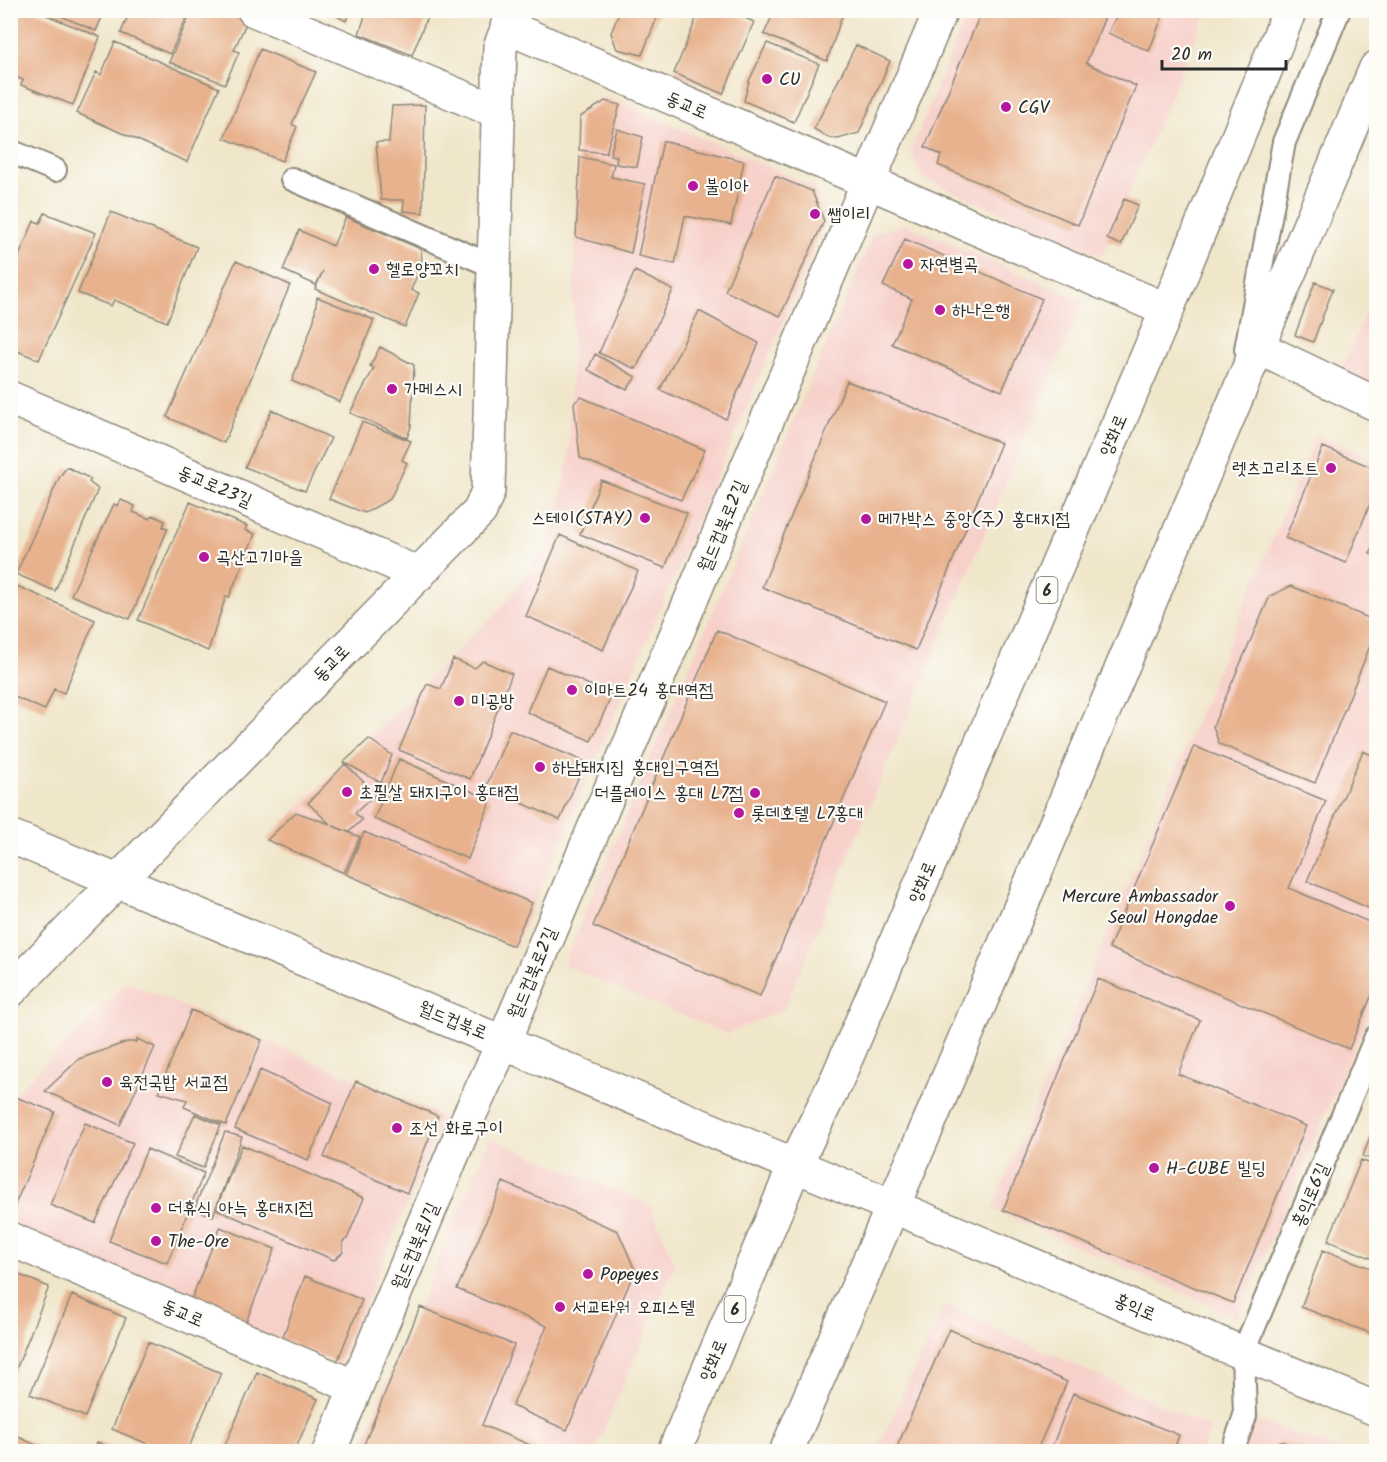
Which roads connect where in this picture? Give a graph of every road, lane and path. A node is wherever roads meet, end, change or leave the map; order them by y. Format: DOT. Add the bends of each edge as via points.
graph roads {
  1 [pos="254,10"];
  2 [pos="941,10"];
  3 [pos="1290,10"];
  4 [pos="1339,10"];
  5 [pos="511,19"];
  6 [pos="1377,68"];
  7 [pos="498,112"];
  8 [pos="10,151"];
  9 [pos="55,170"];
  10 [pos="292,179"];
  11 [pos="868,183"];
  12 [pos="495,267"];
  13 [pos="1167,310"];
  14 [pos="1259,348"];
  15 [pos="1237,395"];
  16 [pos="10,398"];
  17 [pos="1377,404"];
  18 [pos="419,574"];
  19 [pos="10,836"];
  20 [pos="118,882"];
  21 [pos="10,991"];
  22 [pos="1377,1037"];
  23 [pos="504,1041"];
  24 [pos="795,1165"];
  25 [pos="894,1205"];
  26 [pos="10,1239"];
  27 [pos="1243,1353"];
  28 [pos="355,1387"];
  29 [pos="1377,1409"];
  30 [pos="328,1452"];
  31 [pos="674,1452"];
  32 [pos="786,1452"];
  33 [pos="1232,1452"];
  1 -- 7 [label="street"];
  2 -- 11 [label="street, 월드컵북로2길"];
  3 -- 13 [label="street, 양화로 / 6"];
  4 -- 15 [label="lane" via="1284,142"];
  5 -- 7 [label="street, 동교로" via="500,47"];
  5 -- 11 [label="street, 동교로"];
  6 -- 14 [label="street"];
  7 -- 12 [label="street, 동교로"];
  8 -- 9 [label="lane"];
  10 -- 12 [label="lane"];
  11 -- 13 [label="street"];
  11 -- 23 [label="street, 월드컵북로2길"];
  12 -- 18 [label="street, 동교로" via="488,491 480,511"];
  13 -- 24 [label="street, 양화로 / 6" via="838,1077"];
  14 -- 15 [label="street"];
  14 -- 17 [label="street"];
  15 -- 25 [label="street"];
  16 -- 18 [label="street, 동교로23길"];
  18 -- 20 [label="street, 동교로"];
  19 -- 20 [label="street, 월드컵북로"];
  20 -- 21 [label="street, 동교로"];
  20 -- 23 [label="street, 월드컵북로"];
  22 -- 27 [label="lane, 홍익로6길"];
  23 -- 24 [label="street, 월드컵북로"];
  23 -- 28 [label="street, 월드컵북로1길"];
  24 -- 25 [label="street, 월드컵북로"];
  24 -- 31 [label="street, 양화로 / 6"];
  25 -- 27 [label="street, 홍익로"];
  25 -- 32 [label="street"];
  26 -- 28 [label="street, 동교로"];
  27 -- 29 [label="street, 홍익로"];
  27 -- 33 [label="lane" via="1245,1416"];
  28 -- 30 [label="street, 월드컵북로1길"];
}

◆ **EXERCISE**
From the data above, copy each line with the string "graph" in it.

◆ **OUTPUT FOR THIS TASK**
Which roads connect where in this picture? Give a graph of every road, lane and path. A node is wherever roads meet, end, change or leave the map; order them by y. Format: DOT. Add the bends of each edge as via points.
graph roads {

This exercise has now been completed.